- [The records]:
= Beginning of Section =

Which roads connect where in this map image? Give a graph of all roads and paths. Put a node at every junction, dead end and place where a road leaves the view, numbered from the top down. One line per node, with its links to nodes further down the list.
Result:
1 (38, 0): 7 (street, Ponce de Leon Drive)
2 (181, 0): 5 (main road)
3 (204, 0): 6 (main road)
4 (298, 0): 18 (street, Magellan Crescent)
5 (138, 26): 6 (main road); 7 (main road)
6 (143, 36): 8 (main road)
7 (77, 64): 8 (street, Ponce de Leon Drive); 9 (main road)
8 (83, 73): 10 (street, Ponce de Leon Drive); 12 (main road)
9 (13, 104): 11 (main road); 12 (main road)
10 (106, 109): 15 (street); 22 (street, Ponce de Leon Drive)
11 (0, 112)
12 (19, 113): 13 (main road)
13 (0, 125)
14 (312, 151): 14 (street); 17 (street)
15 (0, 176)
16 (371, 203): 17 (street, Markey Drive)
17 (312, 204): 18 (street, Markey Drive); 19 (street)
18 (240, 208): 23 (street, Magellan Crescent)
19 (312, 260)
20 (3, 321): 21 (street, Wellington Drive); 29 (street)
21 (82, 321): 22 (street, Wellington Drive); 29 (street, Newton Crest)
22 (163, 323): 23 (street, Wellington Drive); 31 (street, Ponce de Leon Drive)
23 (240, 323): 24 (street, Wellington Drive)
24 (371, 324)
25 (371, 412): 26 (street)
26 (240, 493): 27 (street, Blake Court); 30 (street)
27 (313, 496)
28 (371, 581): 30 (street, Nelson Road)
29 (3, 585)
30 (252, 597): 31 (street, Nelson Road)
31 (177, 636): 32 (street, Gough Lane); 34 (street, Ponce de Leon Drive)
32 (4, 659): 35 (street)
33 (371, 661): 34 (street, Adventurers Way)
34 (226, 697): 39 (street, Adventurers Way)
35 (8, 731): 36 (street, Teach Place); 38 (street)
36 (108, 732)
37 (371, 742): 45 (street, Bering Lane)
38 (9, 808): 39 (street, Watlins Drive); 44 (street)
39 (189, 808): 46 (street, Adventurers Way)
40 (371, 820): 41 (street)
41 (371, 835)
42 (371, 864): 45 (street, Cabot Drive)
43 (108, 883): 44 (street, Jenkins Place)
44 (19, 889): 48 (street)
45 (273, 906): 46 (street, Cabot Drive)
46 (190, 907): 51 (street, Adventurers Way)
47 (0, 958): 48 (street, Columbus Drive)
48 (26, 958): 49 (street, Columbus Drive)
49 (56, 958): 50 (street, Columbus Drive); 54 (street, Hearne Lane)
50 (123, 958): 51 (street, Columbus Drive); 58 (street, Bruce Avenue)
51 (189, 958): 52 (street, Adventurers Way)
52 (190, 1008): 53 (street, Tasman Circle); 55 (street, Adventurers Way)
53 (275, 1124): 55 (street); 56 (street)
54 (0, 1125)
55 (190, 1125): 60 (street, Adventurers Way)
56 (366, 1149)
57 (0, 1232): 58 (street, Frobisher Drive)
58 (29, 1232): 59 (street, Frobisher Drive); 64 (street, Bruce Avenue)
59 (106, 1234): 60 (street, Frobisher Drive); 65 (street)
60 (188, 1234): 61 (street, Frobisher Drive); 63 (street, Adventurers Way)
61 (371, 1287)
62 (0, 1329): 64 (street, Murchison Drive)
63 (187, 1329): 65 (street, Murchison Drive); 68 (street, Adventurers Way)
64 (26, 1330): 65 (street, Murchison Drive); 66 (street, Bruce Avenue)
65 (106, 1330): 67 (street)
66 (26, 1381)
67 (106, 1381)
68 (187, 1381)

= End of Section =

- [What to produce]: Reproduce the listing above verbatim, from first line to last.

- [Response to the task]:
Which roads connect where in this map image? Give a graph of all roads and paths. Put a node at every junction, dead end and place where a road leaves the view, numbered from the top down. One line per node, with its links to nodes further down the list.
Result:
1 (38, 0): 7 (street, Ponce de Leon Drive)
2 (181, 0): 5 (main road)
3 (204, 0): 6 (main road)
4 (298, 0): 18 (street, Magellan Crescent)
5 (138, 26): 6 (main road); 7 (main road)
6 (143, 36): 8 (main road)
7 (77, 64): 8 (street, Ponce de Leon Drive); 9 (main road)
8 (83, 73): 10 (street, Ponce de Leon Drive); 12 (main road)
9 (13, 104): 11 (main road); 12 (main road)
10 (106, 109): 15 (street); 22 (street, Ponce de Leon Drive)
11 (0, 112)
12 (19, 113): 13 (main road)
13 (0, 125)
14 (312, 151): 14 (street); 17 (street)
15 (0, 176)
16 (371, 203): 17 (street, Markey Drive)
17 (312, 204): 18 (street, Markey Drive); 19 (street)
18 (240, 208): 23 (street, Magellan Crescent)
19 (312, 260)
20 (3, 321): 21 (street, Wellington Drive); 29 (street)
21 (82, 321): 22 (street, Wellington Drive); 29 (street, Newton Crest)
22 (163, 323): 23 (street, Wellington Drive); 31 (street, Ponce de Leon Drive)
23 (240, 323): 24 (street, Wellington Drive)
24 (371, 324)
25 (371, 412): 26 (street)
26 (240, 493): 27 (street, Blake Court); 30 (street)
27 (313, 496)
28 (371, 581): 30 (street, Nelson Road)
29 (3, 585)
30 (252, 597): 31 (street, Nelson Road)
31 (177, 636): 32 (street, Gough Lane); 34 (street, Ponce de Leon Drive)
32 (4, 659): 35 (street)
33 (371, 661): 34 (street, Adventurers Way)
34 (226, 697): 39 (street, Adventurers Way)
35 (8, 731): 36 (street, Teach Place); 38 (street)
36 (108, 732)
37 (371, 742): 45 (street, Bering Lane)
38 (9, 808): 39 (street, Watlins Drive); 44 (street)
39 (189, 808): 46 (street, Adventurers Way)
40 (371, 820): 41 (street)
41 (371, 835)
42 (371, 864): 45 (street, Cabot Drive)
43 (108, 883): 44 (street, Jenkins Place)
44 (19, 889): 48 (street)
45 (273, 906): 46 (street, Cabot Drive)
46 (190, 907): 51 (street, Adventurers Way)
47 (0, 958): 48 (street, Columbus Drive)
48 (26, 958): 49 (street, Columbus Drive)
49 (56, 958): 50 (street, Columbus Drive); 54 (street, Hearne Lane)
50 (123, 958): 51 (street, Columbus Drive); 58 (street, Bruce Avenue)
51 (189, 958): 52 (street, Adventurers Way)
52 (190, 1008): 53 (street, Tasman Circle); 55 (street, Adventurers Way)
53 (275, 1124): 55 (street); 56 (street)
54 (0, 1125)
55 (190, 1125): 60 (street, Adventurers Way)
56 (366, 1149)
57 (0, 1232): 58 (street, Frobisher Drive)
58 (29, 1232): 59 (street, Frobisher Drive); 64 (street, Bruce Avenue)
59 (106, 1234): 60 (street, Frobisher Drive); 65 (street)
60 (188, 1234): 61 (street, Frobisher Drive); 63 (street, Adventurers Way)
61 (371, 1287)
62 (0, 1329): 64 (street, Murchison Drive)
63 (187, 1329): 65 (street, Murchison Drive); 68 (street, Adventurers Way)
64 (26, 1330): 65 (street, Murchison Drive); 66 (street, Bruce Avenue)
65 (106, 1330): 67 (street)
66 (26, 1381)
67 (106, 1381)
68 (187, 1381)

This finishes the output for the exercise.